130 min | R | September 25, 2020 | Netflix

Seven men go on trial for crossing state lines to start a riot at the 1968 Democratic Convention. The government wants a conviction. Aaron Sorkin wants a standing ovation, and he engineers one whether the history earns it or not.

It is 1969 and seven men sit in a federal courtroom in Chicago. The charge is conspiracy to cross state lines and incite the riots that erupted at the 1968 Democratic National Convention. The defendants come from different movements and want different things. Some seek revolution. Some seek an end to the war and a seat at the table. The film treats the trial as a proxy battle between the state and the right to protest it, and it argues that the prosecution exists to punish ideas rather than acts.
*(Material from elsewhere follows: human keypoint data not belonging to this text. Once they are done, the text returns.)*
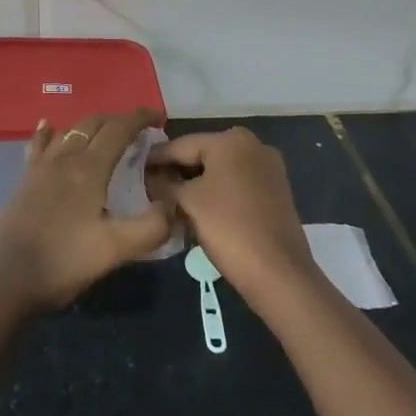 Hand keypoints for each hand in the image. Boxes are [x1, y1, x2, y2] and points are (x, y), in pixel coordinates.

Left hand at [0, 109, 174, 312]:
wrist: (4, 275)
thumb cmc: (63, 260)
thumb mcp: (115, 250)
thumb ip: (150, 227)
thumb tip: (174, 204)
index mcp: (89, 168)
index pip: (118, 130)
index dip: (139, 119)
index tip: (157, 116)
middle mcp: (65, 157)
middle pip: (93, 124)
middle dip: (117, 120)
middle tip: (137, 130)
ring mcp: (41, 166)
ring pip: (69, 131)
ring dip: (91, 126)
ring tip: (105, 132)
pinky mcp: (25, 179)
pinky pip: (41, 144)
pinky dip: (51, 132)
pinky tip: (49, 127)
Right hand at [150, 127, 315, 309]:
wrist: (280, 275)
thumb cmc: (229, 228)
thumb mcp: (188, 202)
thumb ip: (165, 185)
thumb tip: (150, 179)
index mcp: (231, 140)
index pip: (182, 144)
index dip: (156, 158)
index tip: (135, 168)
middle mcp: (253, 145)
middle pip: (202, 155)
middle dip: (177, 172)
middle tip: (151, 187)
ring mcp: (268, 169)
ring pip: (220, 171)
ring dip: (196, 185)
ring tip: (171, 201)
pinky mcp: (276, 192)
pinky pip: (237, 185)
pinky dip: (217, 194)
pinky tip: (198, 211)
Sacha Baron Cohen plays Abbie Hoffman as a performer who understands the trial is theater and refuses to pretend otherwise. He delivers his lines like a comedian working a hostile room. Eddie Redmayne plays Tom Hayden as the cautious institutionalist who still believes in the system that is grinding him down. The friction between Hoffman and Hayden carries the film. Mark Rylance plays defense attorney William Kunstler with weary precision and a temper that surfaces only when the court abandons all pretense of fairness. Frank Langella plays Judge Julius Hoffman as a petty man who mistakes contempt for authority, and Yahya Abdul-Mateen II plays Bobby Seale as the one defendant the system refuses to even pretend to hear.

Aaron Sorkin directs his own screenplay and stages most of it as a series of verbal duels. The script does what Sorkin scripts do. It moves fast, lands its arguments in clean rhetorical beats, and gives every character a speech. The editing cross-cuts between the sterile courtroom and the chaos in the streets, using witness testimony to trigger the flashbacks so the past arrives as contested memory rather than settled fact. That structure is the smartest choice in the film. The staging is plainer, and long stretches play like a filmed debate where the camera simply finds whoever is talking.

Sorkin believes in the courtroom as a stage for moral clarity, and that faith is both the engine and the limit of the film. The dialogue crackles and the ensemble runs deep, but the mess of 1968 gets sanded into a story about decent men finding the right words at the right moment. The real trial was uglier and far less resolved than this. The film wants you on your feet at the end, and it builds toward that moment with great skill. It is a well-made machine for producing a feeling, and the feeling is real even when the history is too clean.